JC08モード燃費は、売れ筋のハイブリッドF/Lパッケージが33.6km/L。スポーティなSパッケージは31.4km/Lだ。標準タイプのハイブリッドは36.4km/Lに達するが、あんしんパッケージを装着できず、燃料タンク容量はほかグレードよりも8L少ない32Lになる。ノートe-POWER Sほどではないが、燃費数値を良く見せるために用意したグレードだからあまり推奨できない。
デザイン・スペックの総評
ここで取り上げた3車種は、すべてボディがコンパクトなハイブリッド車だが、ハイブリッドシステムはそれぞれ異なる。ノートe-POWERはエンジンを発電機として使い、駆動はモーターのみが行う。

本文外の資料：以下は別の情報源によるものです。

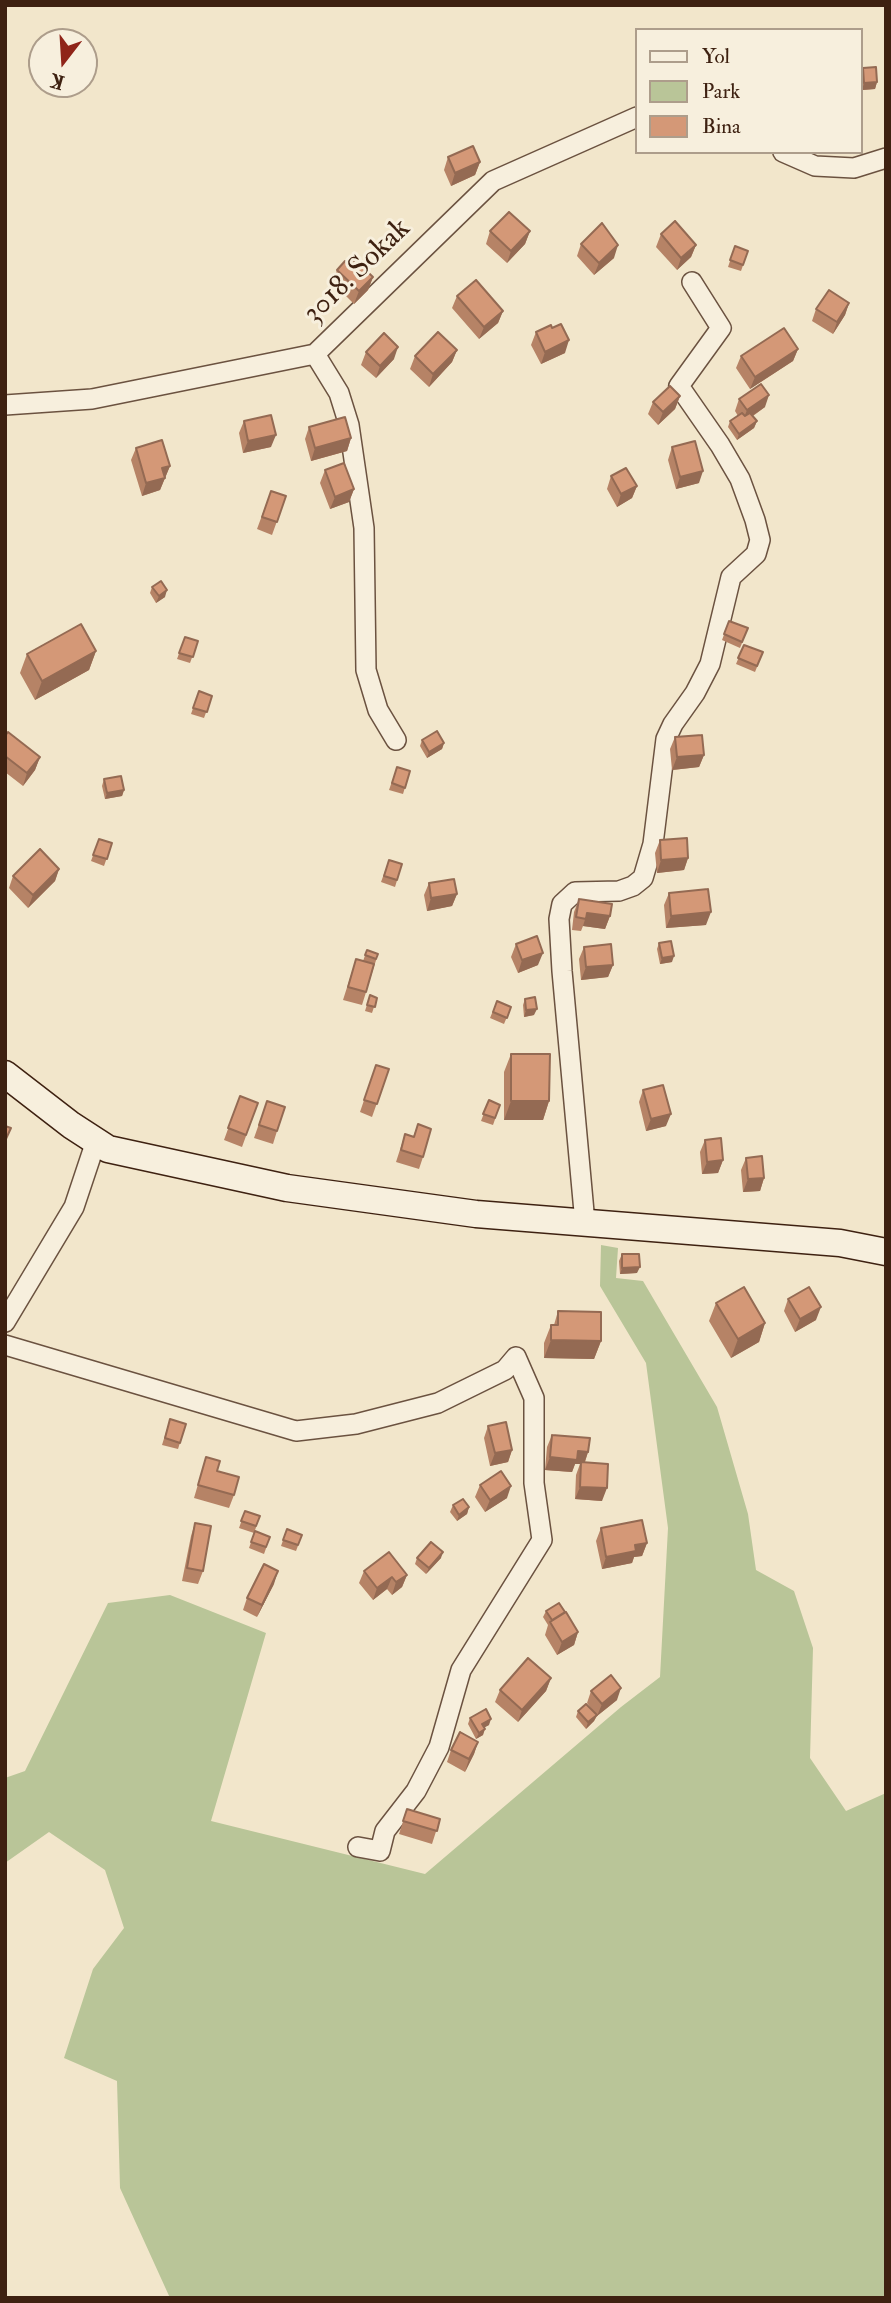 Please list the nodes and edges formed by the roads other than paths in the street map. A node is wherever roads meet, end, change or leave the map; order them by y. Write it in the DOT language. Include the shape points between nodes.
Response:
graph roads {
  1 [pos="636,117"];
  2 [pos="788,154"];
  3 [pos="886,158"];
  4 [pos="692,282"];
  5 [pos="315,354"];
  6 [pos="5,405"];
  7 [pos="396,740"];
  8 [pos="5,1074"];
  9 [pos="96,1141"];
  10 [pos="585,1223"];
  11 [pos="886,1252"];
  12 [pos="5,1322"];
  13 [pos="5,1345"];
  14 [pos="358,1847"];
  1 -- 5 [label="street, 3018. Sokak" via="493,181"];
  2 -- 3 [label="street" via="815,166 853,168"];
  4 -- 10 [label="street" via="721,328 679,386 740,480 760,540 756,554 731,578 710,664 666,739 653,844 643,878 619,891 575,892 562,904 562,971"];
  5 -- 6 [label="street, 3018. Sokak" via="92,398"];
  5 -- 7 [label="street" via="339,393 349,425 364,528 366,670 378,710"];
  8 -- 9 [label="street"];
  9 -- 10 [label="street" via="108,1149 287,1188 476,1214"];
  9 -- 12 [label="street" via="74,1207"];
  10 -- 11 [label="street" via="840,1243"];
  13 -- 14 [label="street" via="296,1431 356,1424 438,1403 505,1370 516,1357 534,1398 534,1483 542,1540 461,1670 439,1748 416,1791 385,1832 380,1851"];
}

アクアのシステムは、1997年に発売された初代プリウスと基本的に変わらず、モーターと発電機を併用する。エンジンもホイールを直接駆動するが、ノートe-POWERのシリーズハイブリッドに近い制御も行う。
フィットハイブリッドでは1個のモーターが駆動と発電を兼任する。そのためにガソリンエンジン搭載車に対する重量増加は100kg程度に収まる。ノートe-POWERの170kgに比べると大幅に軽い。
JC08モード燃費を売れ筋のグレードで見ると、1位がアクアで37.0km/L、2位はノートe-POWERで34.0km/L、3位はフィットハイブリッドで33.6km/Lになる。
アクアは効率の良いハイブリッドを搭載して、車両重量を1080kgに抑えたことも低燃費の秘訣だ。フィットハイブリッドLパッケージは1140kg、ノートe-POWER Xは1210kgだから、アクアは大幅に軽い。
ノートe-POWERではエンジンが発電に専念できるから、走行状態にかかわらず効率の良い回転域を使える。高効率なシステムなのに燃費数値がアクアに劣る背景には、ボディの重さもあるだろう。